Calvin Kasulke: If they did not immediately move their stuff and say “oops, wrong gazebo” when you pointed out you’d rented it, that sucks, but you had a choice in that moment: take it as a momentary loss and go to the smaller gazebo, or call in the authorities to forcibly remove a family of color

And you chose the option that could have resulted in violence, arrests, or death, for gazebo-squatting

Daniel Lavery: I don’t know if this was a federal or a state park, but federal rangers usually carry firearms and can make arrests

Calvin Kasulke: Yeah, they may very well have been armed

The letter writer doesn’t get to call this a personal best just because she didn’t accompany the call to the rangers with racial slurs

Daniel Lavery: And let’s say both parties had been white and none of the rangers were armed — I still think the better response would have been to say “Right-ho,” move on, have your party, celebrate your kid, let it go

you can be right, or you can focus on having a good time, and you chose the former and I think that’s why it’s sticking in your craw

getting the biggest gazebo did not in fact make your party that much more fun

Calvin Kasulke: Yes I fully agree.

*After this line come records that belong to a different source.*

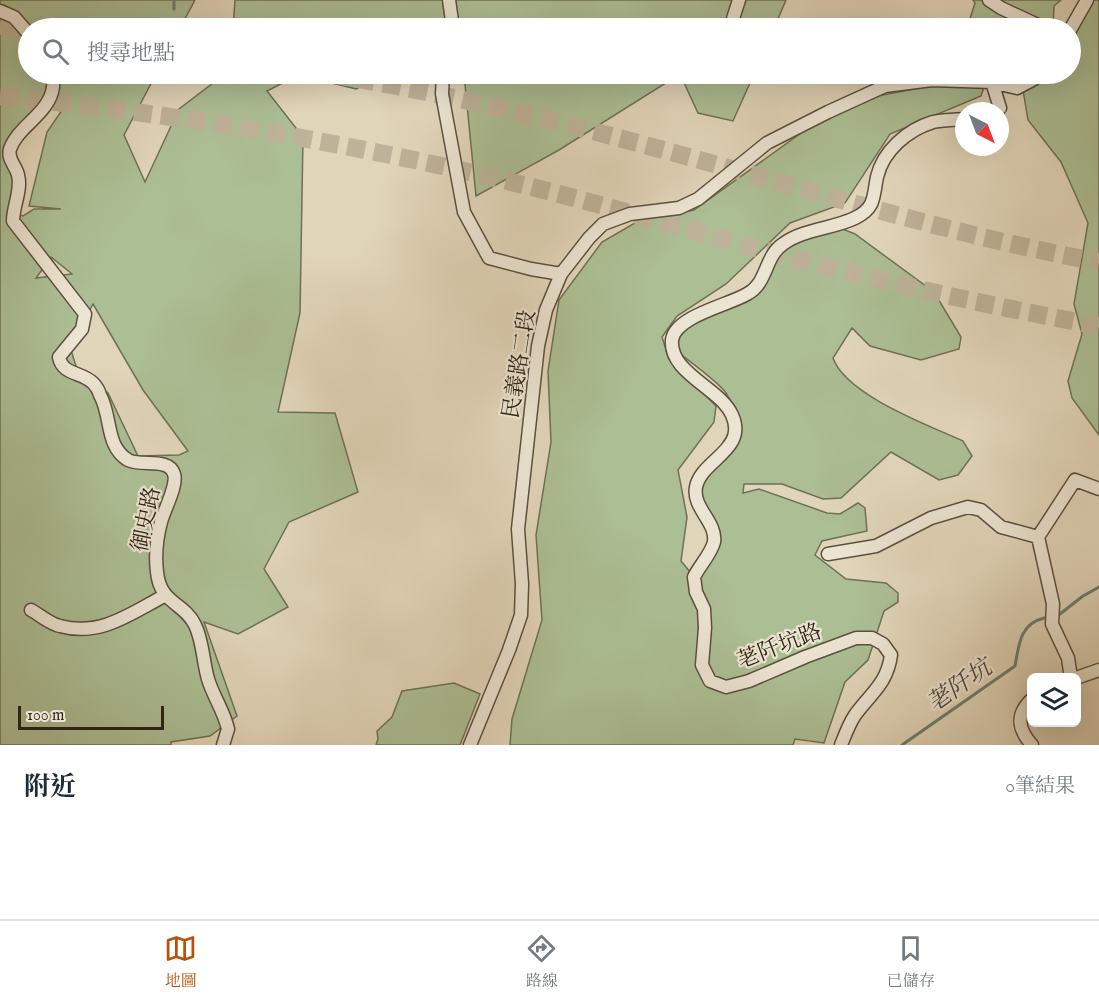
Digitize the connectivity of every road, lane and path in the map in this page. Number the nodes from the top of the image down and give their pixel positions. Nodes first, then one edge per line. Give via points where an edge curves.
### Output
1 (449, 0) edge
2 (739, 0) edge
3 (989, 0) edge
4 (1087, 0) edge
5 (0, 11) edge
6 (452, 18) edge
7 (733, 18) edge
8 (1022, 18) edge
9 (1077, 18) edge
10 (18, 22) edge
11 (53, 84) edge
12 (442, 84) edge
13 (901, 84) edge
14 (993, 84) edge
15 (1000, 84) edge
16 (1024, 84) edge
17 (998, 102) edge
18 (955, 120) edge
19 (561, 274) junction
20 (1099, 489) edge
21 (1038, 537) junction
22 (828, 554) dead end
23 (164, 596) junction
24 (31, 610) dead end
25 (1099, 670) edge
26 (1070, 673) edge
27 (1081, 677) edge
28 (1027, 703) edge
29 (223, 745) edge
30 (470, 745) edge
31 (841, 745) edge
32 (1032, 745) edge

1 - 6 street
2 - 7 street
3 - 8 street
4 - 9 street
5 - 10 street
11 - 23 street, 御史路 via 48,102 10,149 19,186 13,221 85,314 82,329 59,357 60,363 64,369 94,383 105,404 118,451 129,460 169,467 174,474 156,558
12 - 19 street via 464,212 489,258
13 - 19 street, 民義路二段 via 885,86 767,143 698,199 679,208 630,214 603,224
14 - 17 street
15 - 16 street, 民義路二段 via 1017,88
18 - 31 street, 荖阡坑路 via 934,122 897,142 882,161 876,195 863,212 782,244 771,257 759,285 748,294 689,319 672,339 674,352 685,370 723,401 733,417 735,430 730,447 704,471 696,488 698,505 715,539 694,577 704,609 702,665 710,681 726,687 856,638 872,638 883,644 891,655 889,670 854,716
19 - 30 street, 民義路二段 via 546,310 538,346 518,529 521,615
20 - 21 street via 1075,480
21 - 22 street via 1001,527 981,510 968,507 931,518 876,546
21 - 26 street via 1053,604 1052,624 1068,658
23 - 24 street via 104,627 85,630 58,626
23 - 29 street via 196,626 213,694 227,722
25 - 27 street
28 - 32 street via 1020,716 1024,736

If they don’t say “oops!” and move after you ask politely, just… go to the other gazebo

Man I’m getting worked up the more we talk about this.

Don’t call park rangers because you can’t resolve a gazebo dispute!

Daniel Lavery: I feel like the LW’s complaint is, essentially, “The park rangers successfully got me my gazebo, but they did not successfully convince this other family to think well of me”

Calvin Kasulke: Which indicates that, on some level, the LW knows she did something wrong,

And is not exempt from feeling guilty

Don’t call state or federal authorities on people of color because they won’t move out of a gazebo you rented

And honestly, this family was well within their rights to heckle you after you called the park rangers on them.

Daniel Lavery: I have less interest in saying whether or not heckling was the best response available to them

but they didn’t write to me, you know?

what was at stake here was “biggest gazebo” or “different gazebo”

Calvin Kasulke: Heckling is rude, but rudeness and the power to cause physical harm are not the same thing

Daniel Lavery: you still had the whole park, you still had the water play area, you still had a bunch of kids to keep an eye on and make sure they’re wearing masks and not hitting each other or trying to jump off of big rocks

Calvin Kasulke: The size of the gazebo seems like a relatively low-level issue in an outdoor space large enough for a water play area

Daniel Lavery: you had an opportunity to move on and privately think to yourself at the end of the day, “That was kind of annoying, but inconsequential”

Calvin Kasulke: Right. Ultimately this decision probably will–and should–gnaw at you longer than having used a different gazebo

I have decided “gazebo” is one of the funniest words in the English language

Daniel Lavery: yes! let this discomfort inspire you to look for opportunities to de-escalate in future low-stakes conflict

Find ways to be okay with letting strangers occasionally “get away” with not having a gazebo permit or being slightly rude

and don’t use “Well, I didn’t call anyone a bitch” as an argument for why people should have to like that you called in some park rangers to bust up their picnic and move all their stuff 60 feet away

Calvin Kasulke: A polite tone doesn’t mean you’re doing the right thing. And frankly it’s lucky that nothing more than discomfort happened

Danny, I have news. Apparently the word “gazebo” itself is a joke word

Daniel Lavery: come again

Calvin Kasulke: It’s a combination of the word “gaze” and a Latin suffix “ebo”, according to the Internet

Daniel Lavery: that can’t possibly be right

Calvin Kasulke: I am willing to believe the “joke word” conclusion because it is extremely silly, conceptually and phonetically

Daniel Lavery:

well according to merriam-webster.com,

screenshot of the etymology of gazebo, with "perhaps of the word gaze"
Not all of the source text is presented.